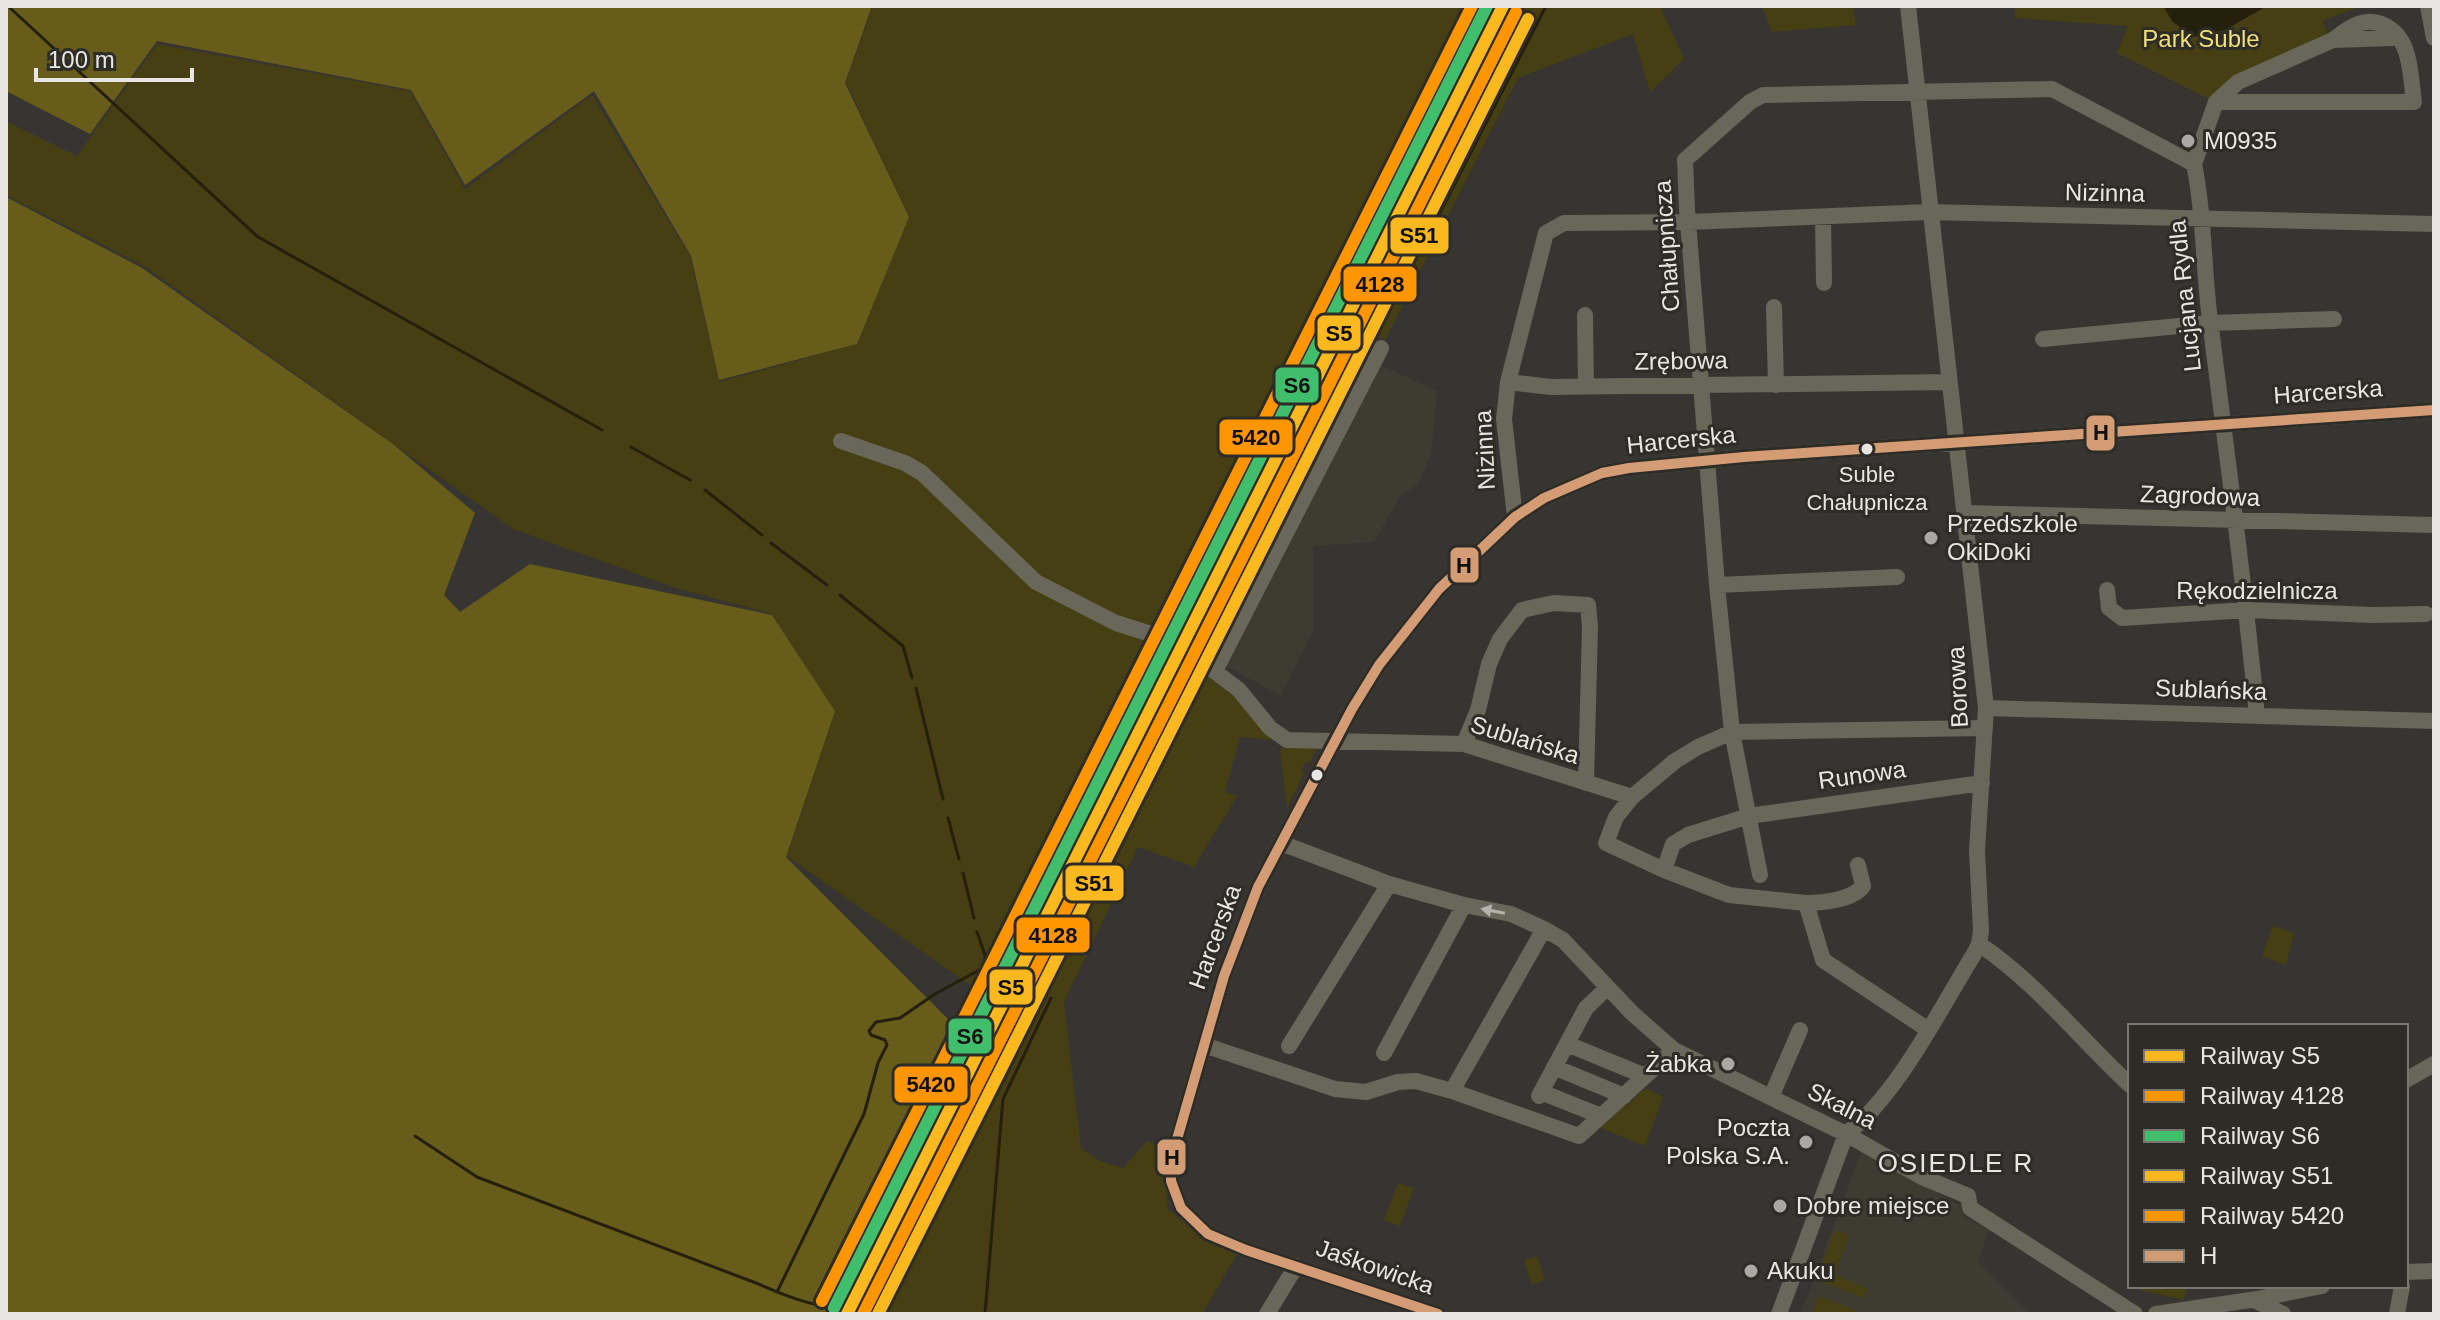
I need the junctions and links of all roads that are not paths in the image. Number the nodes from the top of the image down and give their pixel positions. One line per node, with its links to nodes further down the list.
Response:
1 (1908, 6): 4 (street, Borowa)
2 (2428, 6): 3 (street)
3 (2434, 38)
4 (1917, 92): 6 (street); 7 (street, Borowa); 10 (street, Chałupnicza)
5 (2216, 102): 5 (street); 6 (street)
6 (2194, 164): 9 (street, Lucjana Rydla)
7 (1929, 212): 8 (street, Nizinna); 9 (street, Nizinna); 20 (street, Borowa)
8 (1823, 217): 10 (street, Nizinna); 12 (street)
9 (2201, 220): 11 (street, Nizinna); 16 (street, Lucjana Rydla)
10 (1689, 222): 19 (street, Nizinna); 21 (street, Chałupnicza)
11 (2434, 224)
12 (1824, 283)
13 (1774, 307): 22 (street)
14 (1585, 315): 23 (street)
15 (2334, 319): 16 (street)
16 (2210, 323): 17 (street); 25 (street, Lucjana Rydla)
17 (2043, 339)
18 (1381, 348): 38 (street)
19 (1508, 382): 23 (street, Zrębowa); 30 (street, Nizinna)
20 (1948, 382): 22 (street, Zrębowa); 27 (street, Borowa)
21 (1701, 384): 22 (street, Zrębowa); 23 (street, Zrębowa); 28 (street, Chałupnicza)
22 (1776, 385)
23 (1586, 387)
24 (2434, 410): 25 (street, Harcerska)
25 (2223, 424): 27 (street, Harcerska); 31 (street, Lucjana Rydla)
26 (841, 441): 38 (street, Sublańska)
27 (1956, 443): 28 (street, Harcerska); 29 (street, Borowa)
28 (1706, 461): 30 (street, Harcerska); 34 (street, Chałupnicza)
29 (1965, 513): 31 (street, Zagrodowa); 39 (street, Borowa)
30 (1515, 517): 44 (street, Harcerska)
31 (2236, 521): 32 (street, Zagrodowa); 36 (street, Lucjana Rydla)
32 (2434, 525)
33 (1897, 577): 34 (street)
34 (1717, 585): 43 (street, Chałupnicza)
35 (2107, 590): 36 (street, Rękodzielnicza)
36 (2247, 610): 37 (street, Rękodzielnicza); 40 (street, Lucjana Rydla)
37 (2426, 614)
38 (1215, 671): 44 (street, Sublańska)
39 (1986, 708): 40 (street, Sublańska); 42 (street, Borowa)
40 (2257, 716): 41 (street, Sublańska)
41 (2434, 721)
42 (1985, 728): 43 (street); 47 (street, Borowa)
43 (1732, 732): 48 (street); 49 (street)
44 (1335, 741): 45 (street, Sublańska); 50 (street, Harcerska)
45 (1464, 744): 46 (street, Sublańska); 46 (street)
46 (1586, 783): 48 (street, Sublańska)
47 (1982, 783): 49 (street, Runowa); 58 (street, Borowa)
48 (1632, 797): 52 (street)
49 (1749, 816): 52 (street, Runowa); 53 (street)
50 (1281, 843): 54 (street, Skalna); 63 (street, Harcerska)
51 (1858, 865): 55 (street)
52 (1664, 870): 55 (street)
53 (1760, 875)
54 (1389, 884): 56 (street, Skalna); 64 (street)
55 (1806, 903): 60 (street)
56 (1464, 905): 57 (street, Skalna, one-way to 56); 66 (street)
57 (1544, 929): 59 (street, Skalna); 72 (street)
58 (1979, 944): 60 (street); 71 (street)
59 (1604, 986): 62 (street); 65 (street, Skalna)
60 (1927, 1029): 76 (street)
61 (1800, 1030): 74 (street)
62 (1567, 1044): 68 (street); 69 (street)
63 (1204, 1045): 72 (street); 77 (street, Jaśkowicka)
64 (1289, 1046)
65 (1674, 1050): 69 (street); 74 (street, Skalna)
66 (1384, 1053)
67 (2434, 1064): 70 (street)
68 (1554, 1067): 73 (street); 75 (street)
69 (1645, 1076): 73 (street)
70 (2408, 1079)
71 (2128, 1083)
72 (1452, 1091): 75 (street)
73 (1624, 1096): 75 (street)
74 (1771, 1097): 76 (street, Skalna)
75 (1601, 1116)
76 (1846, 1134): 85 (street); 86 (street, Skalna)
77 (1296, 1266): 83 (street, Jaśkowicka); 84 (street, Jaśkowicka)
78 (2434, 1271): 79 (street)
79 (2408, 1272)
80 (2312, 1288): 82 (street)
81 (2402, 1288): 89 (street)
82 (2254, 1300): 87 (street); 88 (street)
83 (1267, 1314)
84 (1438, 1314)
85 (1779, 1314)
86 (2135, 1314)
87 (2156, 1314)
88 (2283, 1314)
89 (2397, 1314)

-- -- --

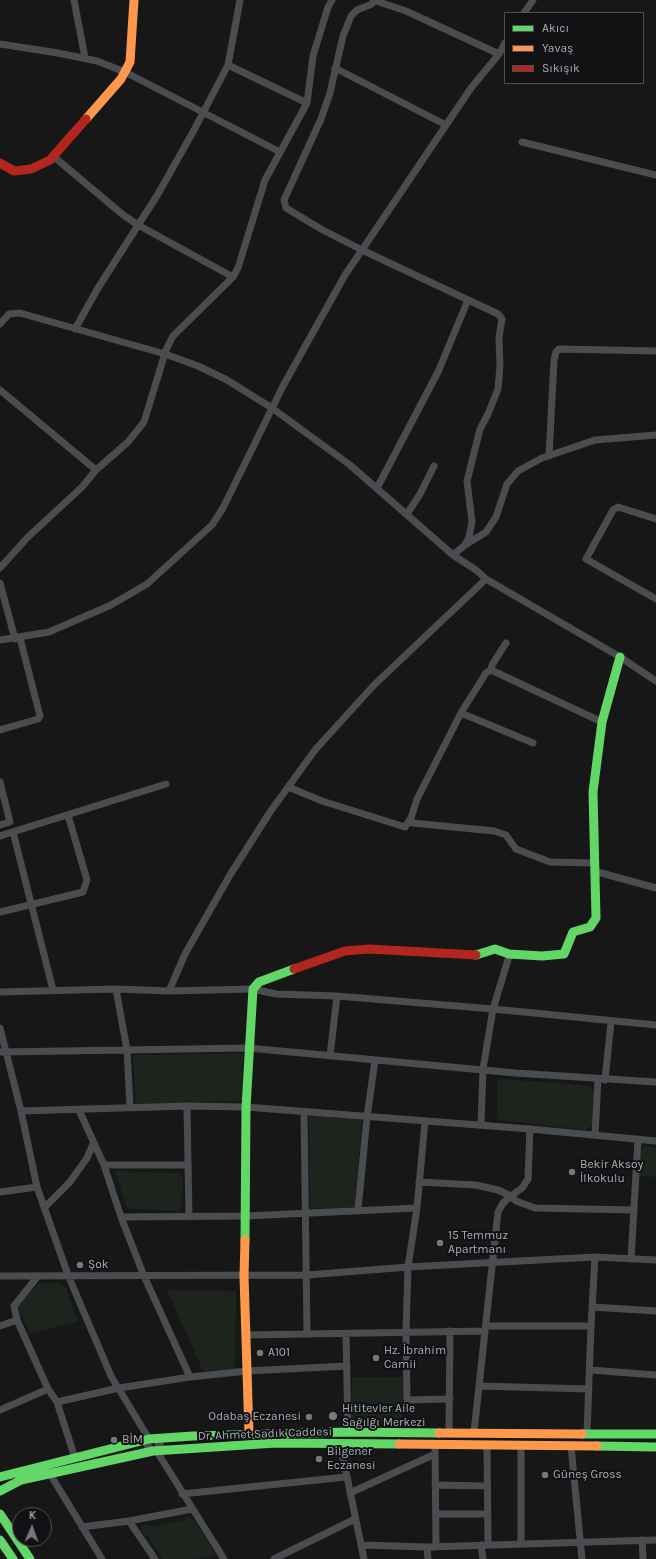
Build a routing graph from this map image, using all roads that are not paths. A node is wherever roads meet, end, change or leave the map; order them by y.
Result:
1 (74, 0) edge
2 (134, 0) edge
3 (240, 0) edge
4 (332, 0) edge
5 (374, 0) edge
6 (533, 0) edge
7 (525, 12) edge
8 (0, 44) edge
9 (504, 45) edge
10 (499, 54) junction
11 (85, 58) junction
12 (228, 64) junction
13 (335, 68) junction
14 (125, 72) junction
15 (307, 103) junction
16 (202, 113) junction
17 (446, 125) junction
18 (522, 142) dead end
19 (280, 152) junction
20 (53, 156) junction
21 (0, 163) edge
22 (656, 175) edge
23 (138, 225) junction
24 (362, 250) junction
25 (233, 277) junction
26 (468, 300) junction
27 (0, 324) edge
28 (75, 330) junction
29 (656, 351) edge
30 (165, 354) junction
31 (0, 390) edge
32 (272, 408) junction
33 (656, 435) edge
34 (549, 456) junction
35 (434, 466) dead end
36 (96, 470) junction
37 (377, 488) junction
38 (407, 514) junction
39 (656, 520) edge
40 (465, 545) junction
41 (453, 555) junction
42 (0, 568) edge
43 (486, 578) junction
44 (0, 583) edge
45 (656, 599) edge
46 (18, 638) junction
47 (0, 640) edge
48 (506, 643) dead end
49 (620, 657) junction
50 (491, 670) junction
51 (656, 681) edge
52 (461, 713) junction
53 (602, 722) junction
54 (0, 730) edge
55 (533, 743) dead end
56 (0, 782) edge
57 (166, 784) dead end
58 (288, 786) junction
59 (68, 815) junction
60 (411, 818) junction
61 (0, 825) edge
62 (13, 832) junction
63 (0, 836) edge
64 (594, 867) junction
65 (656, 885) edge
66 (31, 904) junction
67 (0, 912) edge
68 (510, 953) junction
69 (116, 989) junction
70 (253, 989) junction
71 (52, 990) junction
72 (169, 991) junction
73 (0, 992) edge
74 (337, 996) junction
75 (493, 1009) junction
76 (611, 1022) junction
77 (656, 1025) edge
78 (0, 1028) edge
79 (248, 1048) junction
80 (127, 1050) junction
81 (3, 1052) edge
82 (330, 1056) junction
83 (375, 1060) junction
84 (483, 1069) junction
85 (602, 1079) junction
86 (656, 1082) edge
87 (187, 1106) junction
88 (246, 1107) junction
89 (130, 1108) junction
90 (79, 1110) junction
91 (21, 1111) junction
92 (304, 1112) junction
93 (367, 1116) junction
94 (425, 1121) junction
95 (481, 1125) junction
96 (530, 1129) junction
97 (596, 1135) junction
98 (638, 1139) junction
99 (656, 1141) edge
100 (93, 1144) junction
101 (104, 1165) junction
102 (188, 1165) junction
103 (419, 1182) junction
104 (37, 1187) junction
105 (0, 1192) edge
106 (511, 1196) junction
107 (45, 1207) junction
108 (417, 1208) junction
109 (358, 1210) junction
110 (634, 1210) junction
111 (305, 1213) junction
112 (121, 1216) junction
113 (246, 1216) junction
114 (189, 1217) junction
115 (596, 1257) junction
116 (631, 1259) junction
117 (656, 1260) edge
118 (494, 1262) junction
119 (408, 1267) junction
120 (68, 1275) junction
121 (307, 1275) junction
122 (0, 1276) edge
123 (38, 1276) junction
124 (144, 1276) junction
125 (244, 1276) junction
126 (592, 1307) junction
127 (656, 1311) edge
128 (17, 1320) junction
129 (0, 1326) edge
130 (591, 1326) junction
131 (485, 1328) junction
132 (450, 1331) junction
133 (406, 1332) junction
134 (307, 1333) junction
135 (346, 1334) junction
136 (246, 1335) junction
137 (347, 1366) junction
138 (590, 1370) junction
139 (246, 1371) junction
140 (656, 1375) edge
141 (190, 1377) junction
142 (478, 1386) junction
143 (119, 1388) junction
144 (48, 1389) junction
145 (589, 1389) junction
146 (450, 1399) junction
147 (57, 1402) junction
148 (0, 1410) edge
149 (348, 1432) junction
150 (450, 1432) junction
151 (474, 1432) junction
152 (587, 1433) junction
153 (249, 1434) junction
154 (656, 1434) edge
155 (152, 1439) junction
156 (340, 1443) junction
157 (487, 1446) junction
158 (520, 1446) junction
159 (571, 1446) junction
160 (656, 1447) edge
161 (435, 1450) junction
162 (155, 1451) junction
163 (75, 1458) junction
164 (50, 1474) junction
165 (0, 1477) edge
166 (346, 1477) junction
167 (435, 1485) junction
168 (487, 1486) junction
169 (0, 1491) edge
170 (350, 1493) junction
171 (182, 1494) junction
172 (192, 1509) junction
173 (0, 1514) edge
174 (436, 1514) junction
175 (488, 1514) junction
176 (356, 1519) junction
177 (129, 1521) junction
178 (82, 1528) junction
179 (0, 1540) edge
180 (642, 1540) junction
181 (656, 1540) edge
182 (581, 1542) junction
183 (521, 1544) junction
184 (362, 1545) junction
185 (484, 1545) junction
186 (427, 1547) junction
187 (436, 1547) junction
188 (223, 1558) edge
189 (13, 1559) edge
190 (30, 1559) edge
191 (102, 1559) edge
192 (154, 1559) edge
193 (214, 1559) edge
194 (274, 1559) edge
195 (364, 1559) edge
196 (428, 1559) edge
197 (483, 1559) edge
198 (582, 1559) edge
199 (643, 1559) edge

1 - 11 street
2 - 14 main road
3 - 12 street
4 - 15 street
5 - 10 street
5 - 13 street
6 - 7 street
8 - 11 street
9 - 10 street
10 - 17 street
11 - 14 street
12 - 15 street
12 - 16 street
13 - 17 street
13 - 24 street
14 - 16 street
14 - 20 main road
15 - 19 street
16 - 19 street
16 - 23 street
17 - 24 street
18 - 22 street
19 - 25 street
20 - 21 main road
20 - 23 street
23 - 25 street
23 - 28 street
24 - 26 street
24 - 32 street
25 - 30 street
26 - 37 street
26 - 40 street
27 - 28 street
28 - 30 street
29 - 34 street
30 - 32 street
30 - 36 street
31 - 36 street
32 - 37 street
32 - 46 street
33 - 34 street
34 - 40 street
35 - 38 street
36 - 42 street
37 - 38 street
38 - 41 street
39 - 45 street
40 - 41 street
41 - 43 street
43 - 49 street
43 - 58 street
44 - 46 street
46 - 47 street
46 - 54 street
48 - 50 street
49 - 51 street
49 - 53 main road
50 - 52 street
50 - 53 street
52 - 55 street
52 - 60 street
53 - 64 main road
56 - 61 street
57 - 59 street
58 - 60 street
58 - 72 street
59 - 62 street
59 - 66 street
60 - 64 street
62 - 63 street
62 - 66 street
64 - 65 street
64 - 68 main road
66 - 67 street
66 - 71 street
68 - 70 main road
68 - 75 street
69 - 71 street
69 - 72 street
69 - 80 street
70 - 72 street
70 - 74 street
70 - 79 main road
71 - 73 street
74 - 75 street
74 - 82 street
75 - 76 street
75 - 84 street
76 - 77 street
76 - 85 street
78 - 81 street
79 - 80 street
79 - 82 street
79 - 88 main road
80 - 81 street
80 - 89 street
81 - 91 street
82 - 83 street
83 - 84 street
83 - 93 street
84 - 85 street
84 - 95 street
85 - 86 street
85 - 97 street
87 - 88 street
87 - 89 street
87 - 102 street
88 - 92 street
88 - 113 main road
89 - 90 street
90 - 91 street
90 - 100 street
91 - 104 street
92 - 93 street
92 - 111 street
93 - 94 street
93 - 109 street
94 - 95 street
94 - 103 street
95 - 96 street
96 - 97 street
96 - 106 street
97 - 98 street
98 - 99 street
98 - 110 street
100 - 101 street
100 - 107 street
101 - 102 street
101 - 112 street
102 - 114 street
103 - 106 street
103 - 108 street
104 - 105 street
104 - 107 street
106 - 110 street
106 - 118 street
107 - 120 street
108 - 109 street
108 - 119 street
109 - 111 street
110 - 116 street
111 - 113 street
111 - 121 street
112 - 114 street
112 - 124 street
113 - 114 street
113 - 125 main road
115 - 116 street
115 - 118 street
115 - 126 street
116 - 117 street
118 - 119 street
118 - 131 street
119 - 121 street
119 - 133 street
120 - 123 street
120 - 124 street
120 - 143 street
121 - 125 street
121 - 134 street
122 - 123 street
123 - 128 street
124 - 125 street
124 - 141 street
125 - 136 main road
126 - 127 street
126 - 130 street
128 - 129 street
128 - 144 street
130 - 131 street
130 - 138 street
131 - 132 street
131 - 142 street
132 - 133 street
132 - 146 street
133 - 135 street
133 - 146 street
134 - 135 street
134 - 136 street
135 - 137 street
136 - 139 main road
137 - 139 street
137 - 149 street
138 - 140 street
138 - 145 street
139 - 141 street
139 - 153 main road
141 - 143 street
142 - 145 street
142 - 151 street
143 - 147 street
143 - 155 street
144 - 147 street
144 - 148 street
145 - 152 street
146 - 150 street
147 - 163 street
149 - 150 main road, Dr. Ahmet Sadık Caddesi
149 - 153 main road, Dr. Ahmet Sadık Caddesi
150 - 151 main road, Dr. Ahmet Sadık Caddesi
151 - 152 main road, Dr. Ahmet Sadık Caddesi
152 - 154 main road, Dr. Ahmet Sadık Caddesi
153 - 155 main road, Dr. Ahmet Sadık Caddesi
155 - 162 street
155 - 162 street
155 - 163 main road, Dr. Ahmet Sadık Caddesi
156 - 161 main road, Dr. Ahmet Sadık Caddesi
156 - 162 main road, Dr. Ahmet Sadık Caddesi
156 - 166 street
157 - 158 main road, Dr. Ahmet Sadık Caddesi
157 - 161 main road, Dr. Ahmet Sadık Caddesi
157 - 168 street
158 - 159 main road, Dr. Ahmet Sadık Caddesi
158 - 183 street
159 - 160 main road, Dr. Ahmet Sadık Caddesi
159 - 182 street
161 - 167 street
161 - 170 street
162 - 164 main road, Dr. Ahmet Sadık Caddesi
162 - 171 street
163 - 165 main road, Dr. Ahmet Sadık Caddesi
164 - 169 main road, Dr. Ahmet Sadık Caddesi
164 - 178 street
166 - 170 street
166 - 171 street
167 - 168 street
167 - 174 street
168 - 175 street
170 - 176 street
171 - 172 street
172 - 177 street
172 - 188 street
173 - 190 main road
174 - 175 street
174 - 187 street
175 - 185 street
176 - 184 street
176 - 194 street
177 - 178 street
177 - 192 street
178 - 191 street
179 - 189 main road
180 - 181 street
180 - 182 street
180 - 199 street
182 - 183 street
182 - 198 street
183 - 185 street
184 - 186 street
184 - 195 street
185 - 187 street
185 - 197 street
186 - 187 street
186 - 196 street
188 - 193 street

-- -- --

**Task directions:**
Among the entries above, which lines include "image"? List them all.

**Task solution:**
I need the junctions and links of all roads that are not paths in the image. Number the nodes from the top of the image down and give their pixel positions. One line per node, with its links to nodes further down the list.
Build a routing graph from this map image, using all roads that are not paths. A node is wherever roads meet, end, change or leave the map; order them by y.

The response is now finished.